[[ Dataset records open ]]

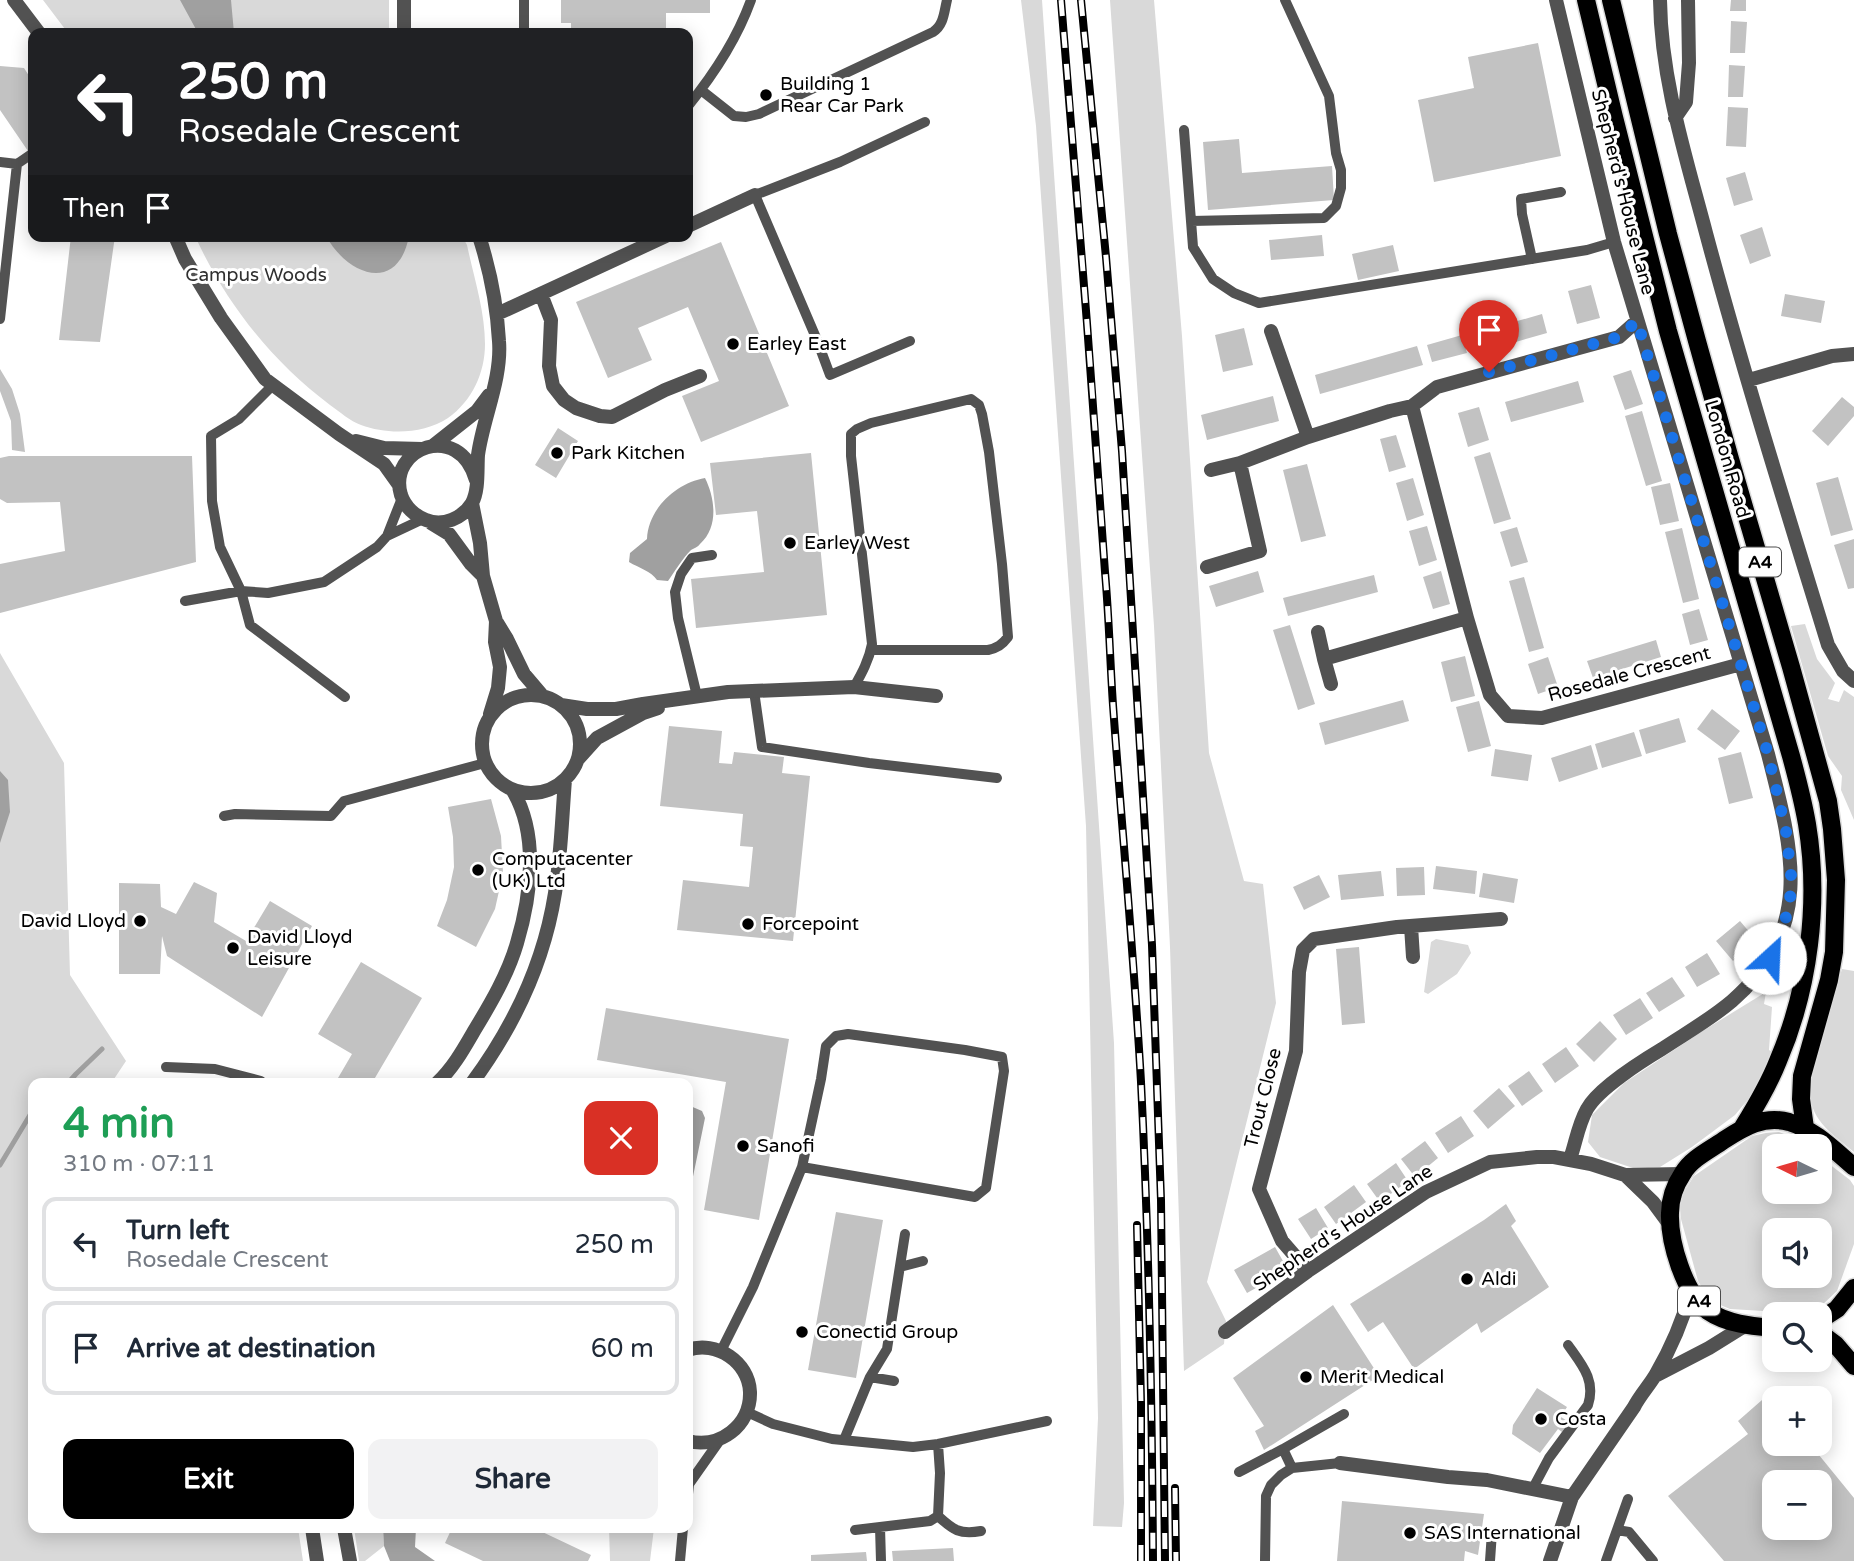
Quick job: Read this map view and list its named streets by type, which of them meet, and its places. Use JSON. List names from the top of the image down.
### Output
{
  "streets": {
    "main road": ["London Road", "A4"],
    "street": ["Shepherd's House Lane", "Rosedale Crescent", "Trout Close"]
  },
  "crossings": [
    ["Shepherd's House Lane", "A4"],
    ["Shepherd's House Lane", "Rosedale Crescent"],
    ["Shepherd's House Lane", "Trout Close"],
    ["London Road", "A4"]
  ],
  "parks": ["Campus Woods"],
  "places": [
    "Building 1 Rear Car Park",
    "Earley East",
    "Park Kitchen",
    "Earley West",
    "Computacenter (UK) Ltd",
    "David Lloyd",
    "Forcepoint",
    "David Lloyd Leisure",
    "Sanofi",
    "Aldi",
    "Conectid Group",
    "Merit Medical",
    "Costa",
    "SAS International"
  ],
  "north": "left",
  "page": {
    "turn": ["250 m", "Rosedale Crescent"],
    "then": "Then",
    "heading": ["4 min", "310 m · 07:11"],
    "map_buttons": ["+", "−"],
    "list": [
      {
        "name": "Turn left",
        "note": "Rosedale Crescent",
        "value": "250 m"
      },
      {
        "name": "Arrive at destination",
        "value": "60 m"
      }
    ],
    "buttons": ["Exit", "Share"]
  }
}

[[ Dataset records closed ]]
[[ Dataset records open ]]

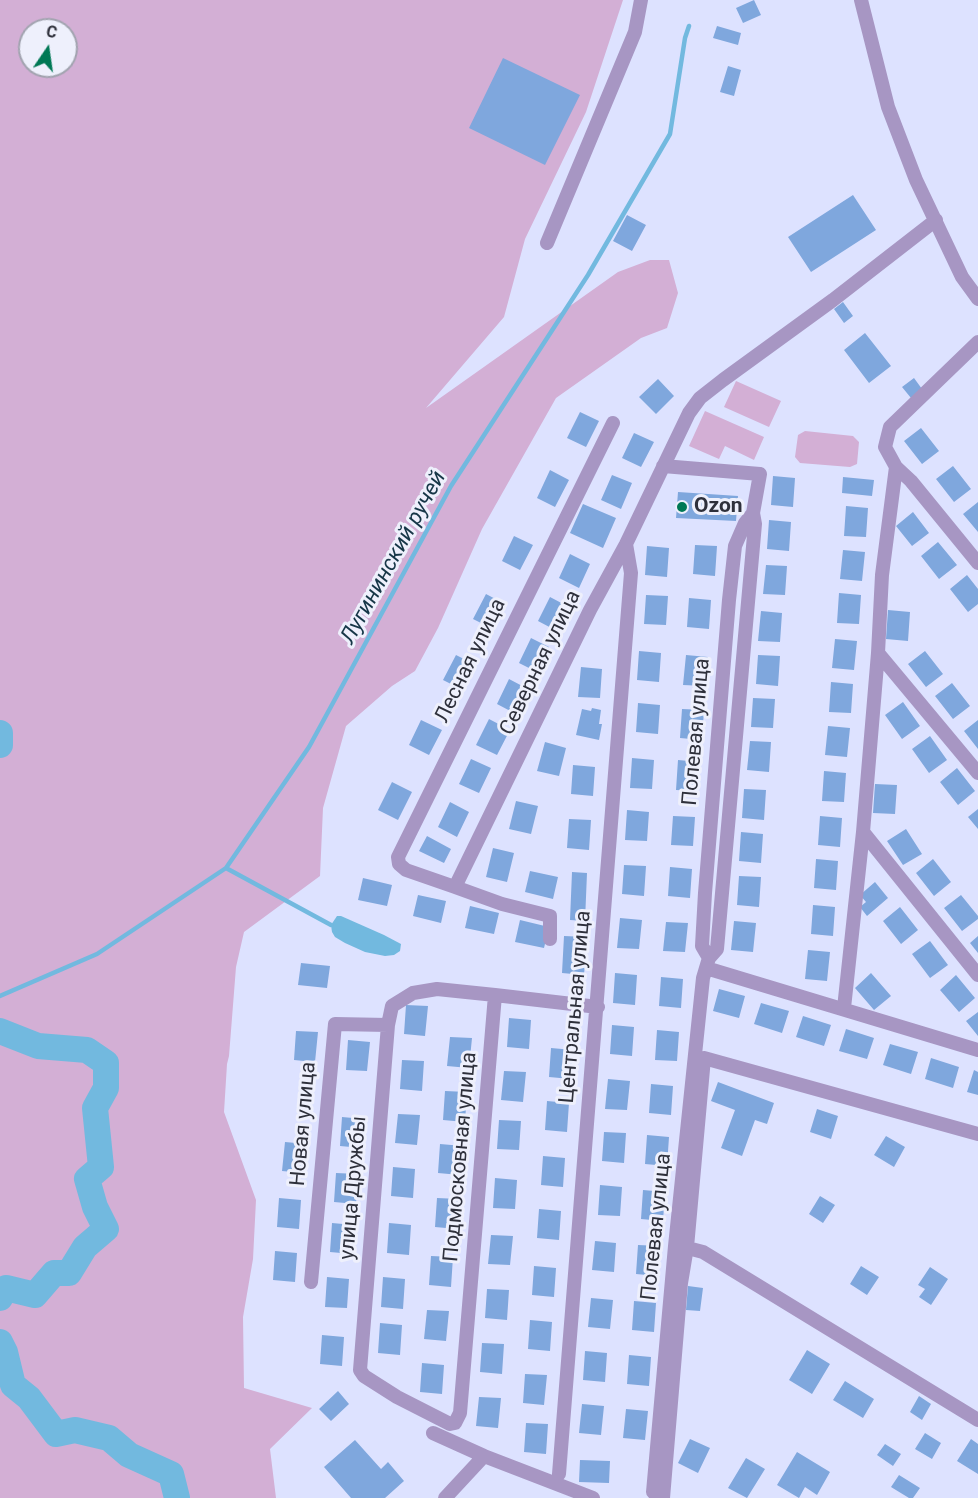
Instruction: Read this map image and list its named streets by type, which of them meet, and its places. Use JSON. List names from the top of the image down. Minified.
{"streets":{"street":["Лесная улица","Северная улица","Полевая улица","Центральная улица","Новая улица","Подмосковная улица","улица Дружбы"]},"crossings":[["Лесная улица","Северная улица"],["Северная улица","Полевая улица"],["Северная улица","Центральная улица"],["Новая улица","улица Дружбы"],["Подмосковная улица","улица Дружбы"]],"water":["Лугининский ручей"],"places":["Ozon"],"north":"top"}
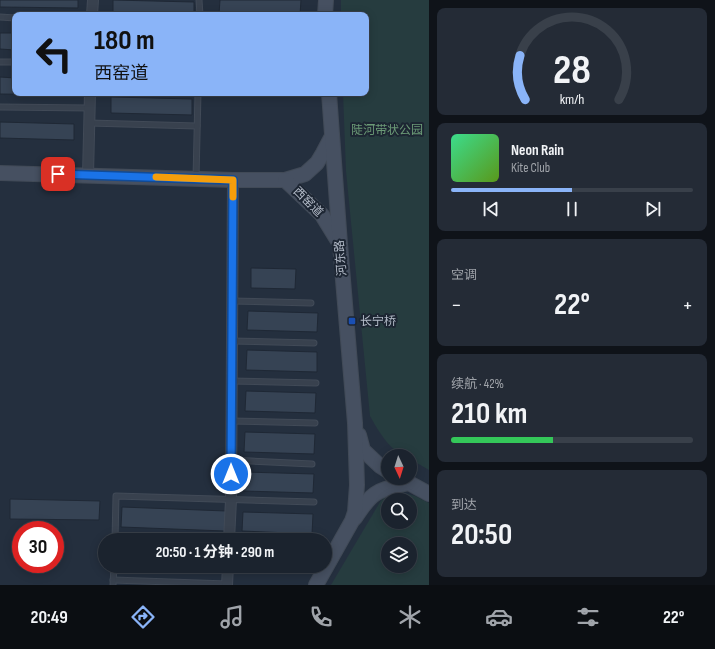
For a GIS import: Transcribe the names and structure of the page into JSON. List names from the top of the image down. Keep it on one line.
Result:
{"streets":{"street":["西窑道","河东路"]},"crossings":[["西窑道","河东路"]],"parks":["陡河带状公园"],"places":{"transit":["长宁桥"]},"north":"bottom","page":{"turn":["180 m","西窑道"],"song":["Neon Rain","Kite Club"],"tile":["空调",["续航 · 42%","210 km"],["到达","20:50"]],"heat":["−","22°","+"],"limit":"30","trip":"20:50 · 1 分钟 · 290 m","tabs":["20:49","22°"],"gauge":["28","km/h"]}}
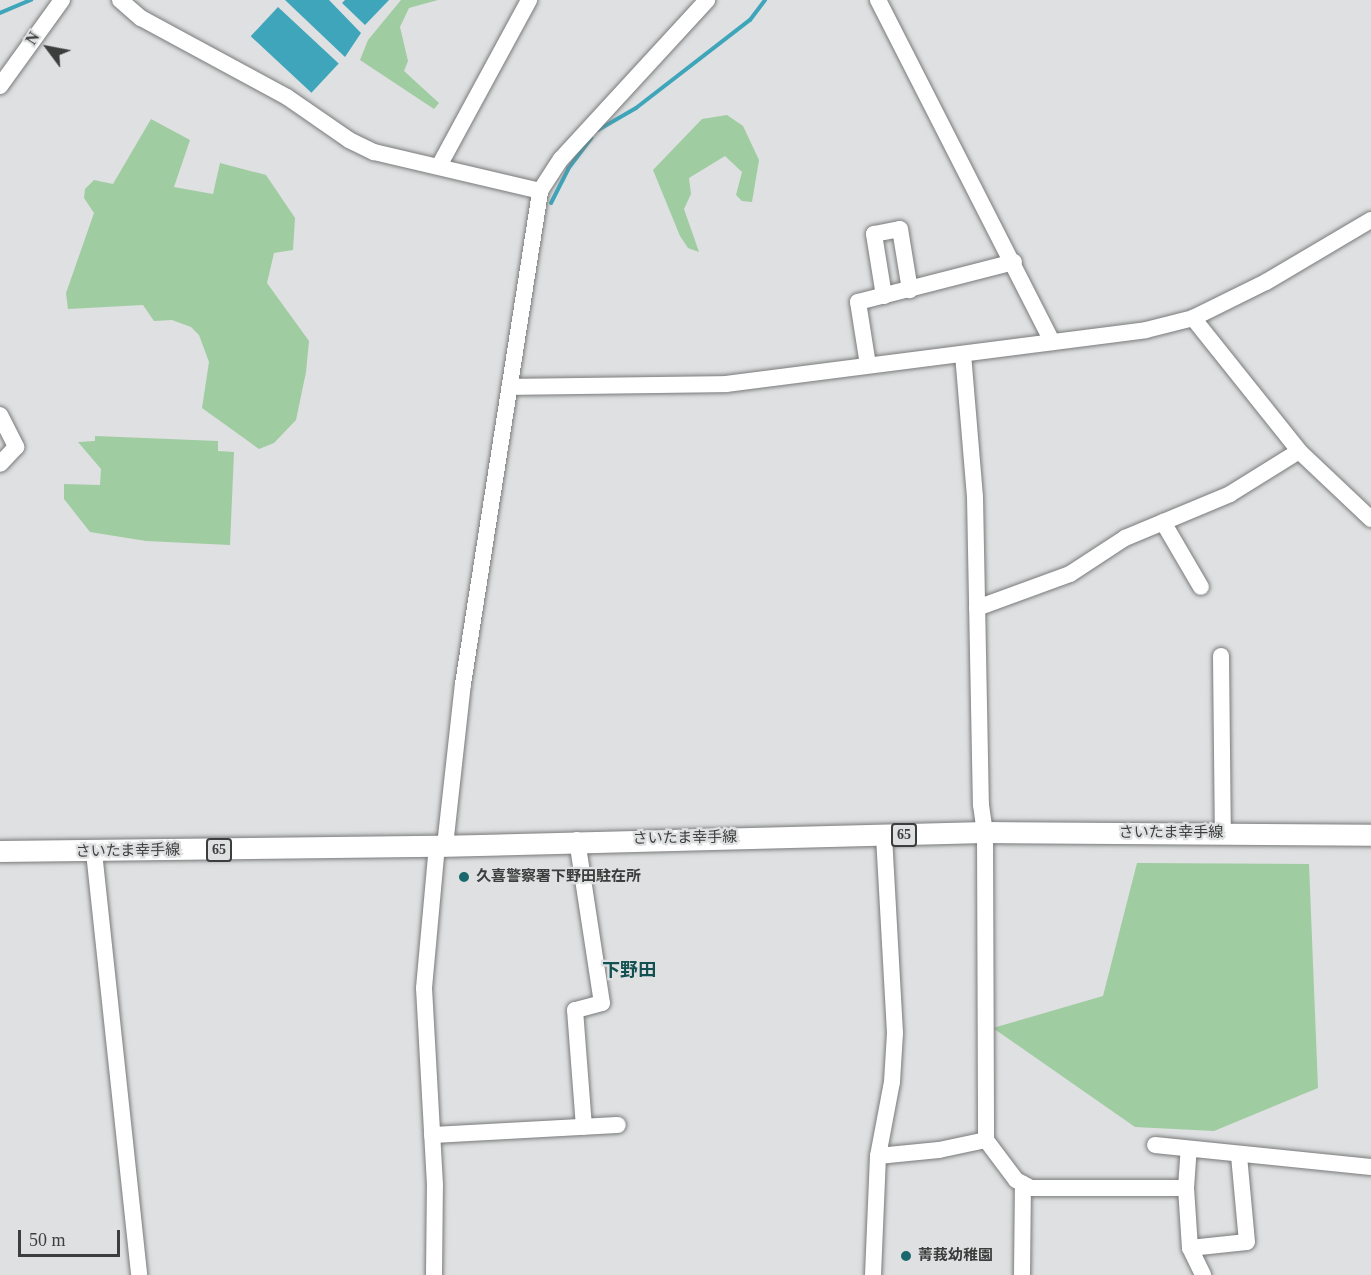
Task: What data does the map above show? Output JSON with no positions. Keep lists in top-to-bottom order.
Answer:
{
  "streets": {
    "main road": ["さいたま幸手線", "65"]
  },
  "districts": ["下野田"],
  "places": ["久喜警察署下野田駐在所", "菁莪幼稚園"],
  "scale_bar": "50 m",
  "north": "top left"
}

[[ Dataset records closed ]]

▶ [Task description]:
Going by the data above, the answer is exactly the lines from the one holding "Instruction: Read this" to the one holding "For a GIS import: Transcribe", both kept, with the pictures left out.

▶ [Solution to the exercise]:
Instruction: Read this map image and list its named streets by type, which of them meet, and its places. Use JSON. List names from the top of the image down. Minified.
{"streets":{"street":["Лесная улица","Северная улица","Полевая улица","Центральная улица","Новая улица","Подмосковная улица","улица Дружбы"]},"crossings":[["Лесная улица","Северная улица"],["Северная улица","Полевая улица"],["Северная улица","Центральная улица"],["Новая улица","улица Дружбы"],["Подмосковная улица","улица Дружбы"]],"water":["Лугининский ручей"],"places":["Ozon"],"north":"top"}
For a GIS import: Transcribe the names and structure of the page into JSON. List names from the top of the image down. Keep it on one line.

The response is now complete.